Iran: A Nato Fix
Stuart Gottlieb, New York Post:
The International Atomic Energy Agency's recent decision to report Iran to the U.N. Security Council over its nuclear program is an important step in the international effort to prevent the world's leading state sponsor of terrorism from acquiring atomic weapons. But does the Security Council have the will to impose possible economic or military sanctions to persuade Iran to give up its nuclear ambitions? Unless the council can build a consensus to act, the move may simply mean a change of scenery from Vienna to New York, where Iran can continue to run out the clock.
Security Council deliberations are set to start this month. The United States, Britain and France are willing to keep all options open. But China and Russia, the other Security Council veto powers, both have significant commercial ties with Iran - and have been far less receptive to anything beyond rhetorical condemnation; at best, they seem to favor carrots for Iran to give up its quest for the bomb - not sticks if Tehran refuses.
Indeed, China's U.N. ambassador, Wang Guanya, said last month: "As a matter of principle, China never supports sanctions as a way of exerting pressure." And Russia is doing all it can at this week's IAEA board meeting in Vienna to prevent referral to the Security Council.
If the Security Council won't act, is America left with no choice but unilateral action - or doing nothing? No: Europe's leadership on the Iranian nuclear problem suggests a third option: NATO. READ MORE
Working with its European allies, the United States could refer the issue to the North Atlantic Council, the political and decision-making wing of the 26-member North Atlantic Treaty Organization.
It's no stretch to view the Iranian nuclear threat through a lens of collective security: A nuclear Iran would likely spark other regional states - including NATO-member Turkey - to seek their own nuclear defenses. More: Iran is near development of long-range missiles capable of striking Western Europe. Plus, preventing the proliferation of weapons of mass destruction is an issue that unites all NATO countries - and thus an important potential new mission for the organization in the 21st century.
At first, NATO involvement could focus on supporting U.N. efforts. For example, if diplomatic strategies in the Security Council fail to bring Tehran into compliance, and military options are considered, NATO needs to be prepared to lead military operations, as it did on behalf of the U.N. Bosnia mission in the 1990s.

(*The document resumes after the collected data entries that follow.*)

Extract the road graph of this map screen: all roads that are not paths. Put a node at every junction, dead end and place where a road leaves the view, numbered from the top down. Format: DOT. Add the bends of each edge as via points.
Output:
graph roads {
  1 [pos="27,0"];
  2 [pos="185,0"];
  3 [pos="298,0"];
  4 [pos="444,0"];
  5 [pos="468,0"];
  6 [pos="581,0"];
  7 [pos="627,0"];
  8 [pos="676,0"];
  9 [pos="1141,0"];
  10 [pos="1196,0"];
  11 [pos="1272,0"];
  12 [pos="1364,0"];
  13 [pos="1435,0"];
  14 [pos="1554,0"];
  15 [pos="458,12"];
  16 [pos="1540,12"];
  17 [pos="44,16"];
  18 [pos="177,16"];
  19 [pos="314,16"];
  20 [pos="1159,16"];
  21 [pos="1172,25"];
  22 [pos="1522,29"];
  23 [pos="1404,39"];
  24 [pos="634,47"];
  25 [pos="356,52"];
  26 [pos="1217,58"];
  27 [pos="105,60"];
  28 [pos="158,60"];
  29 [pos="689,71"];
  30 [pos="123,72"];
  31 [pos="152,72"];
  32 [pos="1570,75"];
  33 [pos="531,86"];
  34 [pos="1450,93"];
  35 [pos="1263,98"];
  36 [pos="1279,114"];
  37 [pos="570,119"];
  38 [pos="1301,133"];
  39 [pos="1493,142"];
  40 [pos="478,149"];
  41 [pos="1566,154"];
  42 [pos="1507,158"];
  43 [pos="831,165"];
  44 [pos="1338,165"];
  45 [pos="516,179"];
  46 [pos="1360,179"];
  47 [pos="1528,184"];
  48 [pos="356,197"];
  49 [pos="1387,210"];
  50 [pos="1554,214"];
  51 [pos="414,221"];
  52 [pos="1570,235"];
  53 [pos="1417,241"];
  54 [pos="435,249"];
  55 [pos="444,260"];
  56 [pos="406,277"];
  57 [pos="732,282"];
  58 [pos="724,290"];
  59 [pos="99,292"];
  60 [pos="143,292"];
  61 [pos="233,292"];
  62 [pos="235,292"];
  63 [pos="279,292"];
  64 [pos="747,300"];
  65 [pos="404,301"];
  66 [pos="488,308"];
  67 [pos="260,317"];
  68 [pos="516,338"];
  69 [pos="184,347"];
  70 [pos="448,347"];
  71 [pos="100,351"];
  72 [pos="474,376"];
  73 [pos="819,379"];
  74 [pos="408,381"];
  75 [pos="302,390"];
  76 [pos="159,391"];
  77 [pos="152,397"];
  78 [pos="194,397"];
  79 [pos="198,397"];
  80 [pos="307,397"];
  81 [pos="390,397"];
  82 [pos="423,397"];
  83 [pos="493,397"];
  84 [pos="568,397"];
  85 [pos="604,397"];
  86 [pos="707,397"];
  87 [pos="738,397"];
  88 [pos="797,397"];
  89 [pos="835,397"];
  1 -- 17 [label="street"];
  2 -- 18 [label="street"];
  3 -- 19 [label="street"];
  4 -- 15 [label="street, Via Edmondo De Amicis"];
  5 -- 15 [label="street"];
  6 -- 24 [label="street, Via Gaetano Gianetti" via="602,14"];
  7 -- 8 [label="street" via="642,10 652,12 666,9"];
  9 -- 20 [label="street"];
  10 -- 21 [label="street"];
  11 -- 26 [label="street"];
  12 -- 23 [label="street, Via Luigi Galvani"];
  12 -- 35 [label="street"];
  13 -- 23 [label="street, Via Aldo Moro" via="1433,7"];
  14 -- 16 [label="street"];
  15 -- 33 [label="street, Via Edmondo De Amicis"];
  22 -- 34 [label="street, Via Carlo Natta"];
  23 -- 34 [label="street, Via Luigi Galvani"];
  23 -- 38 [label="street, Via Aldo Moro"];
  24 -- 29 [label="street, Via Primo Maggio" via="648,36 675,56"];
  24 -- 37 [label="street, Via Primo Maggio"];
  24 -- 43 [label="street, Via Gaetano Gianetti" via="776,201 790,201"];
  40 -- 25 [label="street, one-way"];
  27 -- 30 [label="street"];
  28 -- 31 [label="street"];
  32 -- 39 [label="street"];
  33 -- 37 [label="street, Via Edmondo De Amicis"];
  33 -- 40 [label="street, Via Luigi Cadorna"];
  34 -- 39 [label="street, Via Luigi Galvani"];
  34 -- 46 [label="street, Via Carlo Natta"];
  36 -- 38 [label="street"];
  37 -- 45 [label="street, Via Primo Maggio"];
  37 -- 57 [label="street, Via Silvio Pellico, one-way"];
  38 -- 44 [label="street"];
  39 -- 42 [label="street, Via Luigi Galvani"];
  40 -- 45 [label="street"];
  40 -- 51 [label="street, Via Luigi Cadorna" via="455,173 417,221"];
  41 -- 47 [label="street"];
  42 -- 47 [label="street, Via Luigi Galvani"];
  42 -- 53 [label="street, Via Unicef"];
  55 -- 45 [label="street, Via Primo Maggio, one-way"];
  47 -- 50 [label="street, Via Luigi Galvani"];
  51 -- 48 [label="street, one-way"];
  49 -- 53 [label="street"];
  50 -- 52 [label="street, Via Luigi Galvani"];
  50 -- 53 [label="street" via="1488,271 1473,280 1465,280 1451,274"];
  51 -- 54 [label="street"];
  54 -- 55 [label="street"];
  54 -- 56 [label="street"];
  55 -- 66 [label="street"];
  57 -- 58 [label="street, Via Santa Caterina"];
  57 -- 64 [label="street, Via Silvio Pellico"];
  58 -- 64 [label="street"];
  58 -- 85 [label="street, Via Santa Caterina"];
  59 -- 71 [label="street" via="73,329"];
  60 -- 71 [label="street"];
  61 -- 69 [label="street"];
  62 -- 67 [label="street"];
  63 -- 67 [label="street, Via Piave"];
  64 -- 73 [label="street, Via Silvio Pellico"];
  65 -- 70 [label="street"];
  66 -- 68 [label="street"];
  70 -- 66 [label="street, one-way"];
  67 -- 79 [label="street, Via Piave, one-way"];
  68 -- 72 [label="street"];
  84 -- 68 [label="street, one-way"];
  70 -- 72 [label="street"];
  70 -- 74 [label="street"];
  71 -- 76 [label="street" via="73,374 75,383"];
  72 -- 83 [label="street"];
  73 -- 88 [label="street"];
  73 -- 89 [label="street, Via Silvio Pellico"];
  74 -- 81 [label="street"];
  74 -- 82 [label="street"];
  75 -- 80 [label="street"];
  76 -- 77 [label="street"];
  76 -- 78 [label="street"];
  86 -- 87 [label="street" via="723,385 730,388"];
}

Bringing in Brussels has other important benefits. Parallel deliberations by the Security Council and NATO would serve as a reminder to Russia and China that their long-term interests are best served by solving Iran's nuclear standoff in the United Nations, even if that requires signing on to sanctions or the threat of force.
After all, a NATO decision to act independently - as when the Security Council stalemated over the Kosovo crisis in 1999 - would leave China and Russia on the sidelines, and further weaken the Security Council's credibility to tackle the difficult global challenges of the day.
NATO should stand prepared to act - via collective economic sanctions, or possible military strikes - if the Security Council fails to do so: If Tehran knows this, it's far more likely to seek a deal. (This was the rationale the United States and its allies used for bypassing the United Nations in Kosovo - NATO strikes brought Serbia back to the negotiating table, allowing the U.N. peacekeeping mission to resume).
The best outcome to the international standoff with Iran would be for Tehran to come to its senses and renounce its nuclear ambitions. The Security Council should be afforded ample time to act in this regard. But the threat of a nuclear-armed Iran is too great to leave the outcome to chance.
In January, Mohamad ElBaradei, the IAEA director-general and winner of last year's Nobel Peace Prize, said that, in case Iran is simply buying time to build nuclear weapons, "Diplomacy has to be backed up by pressure and, in extreme cases, by force."
A NATO role will significantly raise the stakes for Tehran in its current game of nuclear chicken, which can only help tip the scales in favor of success.
Stuart Gottlieb, a foreign-policy adviser and speechwriter in the U.S. Senate from 1999-2003, teaches American foreign policy and international security at Columbia University.